[Collected data]
********

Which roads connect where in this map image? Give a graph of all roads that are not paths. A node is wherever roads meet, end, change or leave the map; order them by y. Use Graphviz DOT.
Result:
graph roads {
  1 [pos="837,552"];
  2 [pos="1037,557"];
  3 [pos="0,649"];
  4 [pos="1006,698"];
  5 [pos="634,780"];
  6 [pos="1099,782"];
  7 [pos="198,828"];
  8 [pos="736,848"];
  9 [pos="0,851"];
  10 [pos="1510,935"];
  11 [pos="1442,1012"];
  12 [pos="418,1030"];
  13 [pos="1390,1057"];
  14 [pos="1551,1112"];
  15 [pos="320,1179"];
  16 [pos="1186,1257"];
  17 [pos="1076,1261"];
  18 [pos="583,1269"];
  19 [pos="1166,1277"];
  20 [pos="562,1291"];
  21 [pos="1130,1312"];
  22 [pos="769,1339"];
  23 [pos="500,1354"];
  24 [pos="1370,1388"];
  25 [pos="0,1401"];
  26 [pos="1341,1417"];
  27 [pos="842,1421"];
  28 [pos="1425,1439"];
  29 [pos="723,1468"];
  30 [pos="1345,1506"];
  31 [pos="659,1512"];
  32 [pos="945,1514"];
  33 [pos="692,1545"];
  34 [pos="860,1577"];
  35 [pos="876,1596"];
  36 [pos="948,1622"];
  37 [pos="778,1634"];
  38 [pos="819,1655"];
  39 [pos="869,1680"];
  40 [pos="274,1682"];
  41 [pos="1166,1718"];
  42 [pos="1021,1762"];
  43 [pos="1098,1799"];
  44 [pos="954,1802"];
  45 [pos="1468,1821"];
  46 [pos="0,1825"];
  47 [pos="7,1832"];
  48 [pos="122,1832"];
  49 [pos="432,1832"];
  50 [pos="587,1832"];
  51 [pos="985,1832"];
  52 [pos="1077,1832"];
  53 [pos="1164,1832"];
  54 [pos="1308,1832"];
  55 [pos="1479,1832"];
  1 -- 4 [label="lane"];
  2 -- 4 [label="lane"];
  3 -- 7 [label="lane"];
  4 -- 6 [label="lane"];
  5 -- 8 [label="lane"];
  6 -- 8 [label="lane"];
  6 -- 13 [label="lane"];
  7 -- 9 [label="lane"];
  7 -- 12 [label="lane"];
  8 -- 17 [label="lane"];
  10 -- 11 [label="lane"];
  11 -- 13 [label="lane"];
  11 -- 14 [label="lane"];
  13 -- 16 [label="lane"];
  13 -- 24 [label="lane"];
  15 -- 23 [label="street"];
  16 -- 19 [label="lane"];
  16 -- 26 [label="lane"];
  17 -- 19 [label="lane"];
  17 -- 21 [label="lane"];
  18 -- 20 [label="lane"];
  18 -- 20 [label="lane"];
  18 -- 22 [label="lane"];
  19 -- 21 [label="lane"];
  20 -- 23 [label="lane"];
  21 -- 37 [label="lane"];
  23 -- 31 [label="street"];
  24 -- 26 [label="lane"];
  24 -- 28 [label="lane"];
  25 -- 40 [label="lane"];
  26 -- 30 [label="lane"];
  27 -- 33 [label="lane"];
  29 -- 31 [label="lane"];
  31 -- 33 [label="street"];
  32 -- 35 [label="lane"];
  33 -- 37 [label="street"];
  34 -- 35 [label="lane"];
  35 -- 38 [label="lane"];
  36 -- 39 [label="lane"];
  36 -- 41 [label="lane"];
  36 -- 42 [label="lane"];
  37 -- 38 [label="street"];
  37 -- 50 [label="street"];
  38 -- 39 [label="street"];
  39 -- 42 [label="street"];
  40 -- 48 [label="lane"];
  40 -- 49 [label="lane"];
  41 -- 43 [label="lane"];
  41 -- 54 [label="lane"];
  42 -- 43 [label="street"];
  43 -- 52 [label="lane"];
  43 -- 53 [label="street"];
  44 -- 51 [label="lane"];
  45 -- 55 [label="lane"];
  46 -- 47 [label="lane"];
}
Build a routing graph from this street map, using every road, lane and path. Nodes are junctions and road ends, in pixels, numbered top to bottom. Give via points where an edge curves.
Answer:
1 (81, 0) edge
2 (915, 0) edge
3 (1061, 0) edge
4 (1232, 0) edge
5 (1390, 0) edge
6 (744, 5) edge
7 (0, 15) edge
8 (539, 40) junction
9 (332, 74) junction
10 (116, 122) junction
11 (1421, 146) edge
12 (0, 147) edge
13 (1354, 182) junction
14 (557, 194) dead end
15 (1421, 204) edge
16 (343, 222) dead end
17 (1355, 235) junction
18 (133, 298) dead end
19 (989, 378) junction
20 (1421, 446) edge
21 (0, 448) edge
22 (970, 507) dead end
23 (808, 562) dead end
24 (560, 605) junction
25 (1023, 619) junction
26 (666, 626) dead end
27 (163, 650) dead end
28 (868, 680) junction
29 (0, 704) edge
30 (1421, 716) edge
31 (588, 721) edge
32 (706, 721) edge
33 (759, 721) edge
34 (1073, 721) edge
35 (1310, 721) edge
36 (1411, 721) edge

********

YOUR INSTRUCTIONS
The lines holding the word "this" are the answer. Find them in the entries and copy them.

COMPLETED EXERCISE
Which roads connect where in this map image? Give a graph of all roads that are not paths. A node is wherever roads meet, end, change or leave the map; order them by y. Use Graphviz DOT.
Build a routing graph from this street map, using every road, lane and path. Nodes are junctions and road ends, in pixels, numbered top to bottom. Give via points where an edge curves.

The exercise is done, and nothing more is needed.